I don''t know where your man falls into this... and I think he may be confused. The military does that A LOT. And They MESS WITH YOUR MINDS WHEN YOU ARE GOING INTO DEPLOYMENT. They''ll wake you up at 2 am screaming you are going to Korea- lets GO! and then 2 hours later say... false alarm go back to the barracks. Then the following morning at 4 AM SCREAM we are going to IRAQ LETS GO! and then blah blah blah.


It is a lot to go through knowing you''re putting your life on the line. I had a dear friend die while overseas fighting for our country back in 2006. He was just a boy. 20 years old. He was a marine, and my heart still mourns his passing.


Now what your boyfriend did by putting the ring on your finger was saying, I think I want this... but by taking it off was saying, I think I don''t.

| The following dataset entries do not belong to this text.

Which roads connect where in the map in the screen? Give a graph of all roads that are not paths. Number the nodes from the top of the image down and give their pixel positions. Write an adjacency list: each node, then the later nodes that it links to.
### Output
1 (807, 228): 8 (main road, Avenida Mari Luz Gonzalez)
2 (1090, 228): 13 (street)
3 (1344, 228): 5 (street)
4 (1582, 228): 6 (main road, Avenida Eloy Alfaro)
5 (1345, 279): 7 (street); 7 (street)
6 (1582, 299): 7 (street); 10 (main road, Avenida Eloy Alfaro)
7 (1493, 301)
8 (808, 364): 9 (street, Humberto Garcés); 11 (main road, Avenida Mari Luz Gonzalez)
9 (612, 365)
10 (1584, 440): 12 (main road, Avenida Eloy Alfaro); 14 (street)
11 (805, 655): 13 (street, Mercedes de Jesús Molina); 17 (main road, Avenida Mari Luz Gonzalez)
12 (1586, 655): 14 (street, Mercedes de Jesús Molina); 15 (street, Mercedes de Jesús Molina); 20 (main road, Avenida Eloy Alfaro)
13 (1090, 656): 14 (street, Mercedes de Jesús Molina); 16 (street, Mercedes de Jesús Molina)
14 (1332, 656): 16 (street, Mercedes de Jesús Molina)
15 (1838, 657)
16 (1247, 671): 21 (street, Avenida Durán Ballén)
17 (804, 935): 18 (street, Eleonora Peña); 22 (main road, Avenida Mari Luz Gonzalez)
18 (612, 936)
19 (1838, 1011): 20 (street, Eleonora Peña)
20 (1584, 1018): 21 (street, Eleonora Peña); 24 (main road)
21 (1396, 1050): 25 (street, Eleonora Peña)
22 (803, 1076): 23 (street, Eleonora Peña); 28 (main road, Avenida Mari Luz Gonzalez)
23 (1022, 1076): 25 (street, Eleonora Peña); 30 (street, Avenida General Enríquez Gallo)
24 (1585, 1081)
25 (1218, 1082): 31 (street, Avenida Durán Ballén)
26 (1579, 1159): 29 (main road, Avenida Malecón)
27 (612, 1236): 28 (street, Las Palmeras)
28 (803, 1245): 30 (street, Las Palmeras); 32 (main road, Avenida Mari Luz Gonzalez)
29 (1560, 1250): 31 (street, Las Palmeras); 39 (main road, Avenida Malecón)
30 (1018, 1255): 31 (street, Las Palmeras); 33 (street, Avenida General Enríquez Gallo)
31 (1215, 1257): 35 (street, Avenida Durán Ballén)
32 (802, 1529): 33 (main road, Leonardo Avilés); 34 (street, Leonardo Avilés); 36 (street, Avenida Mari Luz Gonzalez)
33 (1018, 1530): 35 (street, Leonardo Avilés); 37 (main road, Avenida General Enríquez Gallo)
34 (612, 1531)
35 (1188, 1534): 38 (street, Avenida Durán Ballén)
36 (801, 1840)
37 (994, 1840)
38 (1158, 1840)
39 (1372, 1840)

Then the email, though T didn''t get the full context was enough for her to feel strung along. Nursing him through the rough times, so she can be discarded w/ his 2 weeks of freedom. He very well could have vocalized these feelings, without the need for the big show of the ring... THAT IS HURTFUL, and IMHO UNFORGIVEBALE!


Now what I was saying is basically, Thomperchick, this is a gut check time. It is about YOU, not about HIM. Will YOU ever be able to forgive and forget this? Can you continue to sit on the back burner of YOUR LIFE while he is out there fighting for his, WITHOUT any real committment when he is with you in person. Can you continue to put your life on hold, for him? I think a break is a good thing for you. Not for HIM to think about what HE wants... but for YOU to evaluate what YOU want. Write it down, and come to him and discuss. Only YOU know the right thing to do for YOU. Whatever that is.. you know us PSers will support you through it.


My heart goes out to you. This is that yo-yo of life... one of its downs, followed by one of its ups. Best of luck to you, in this soul searching journey. HUGS!



I know what you''re saying about the fact that there may be some sort of mind reconditioning. Calling it abuse is really not for me to say, but I understand what you''re getting at. Still, I don''t think most "abuse" their family members because of it.

There are many ways that people deal with the stress of the military including post traumatic stress. Some stay normal, some come back a little distant and take a while to assimilate to being back(like my husband), and some have life changing experiences that can change their life long goals.

Thomperchik, I must say I get a little torn when I think about this. Part of me feels like what he did was unforgivable but part of me believes that this is cold feet and maybe needs some time. Either way, I wouldn''t move to be with him and I would want to know where he stands in the marriage dept. You haven''t been dating that long (a year and 3 months I add it up to be?) so maybe the relationship needs some time to reconnect and mature.
 
That is just awful, but I hope you know (or realise very soon) that this was indeed a blessing in disguise! How fortunate that you found out now, and once you started planning a wedding, or even after the wedding! The right person is out there, and now you''re free to find him. Good for you for having the sense to stand up for yourself.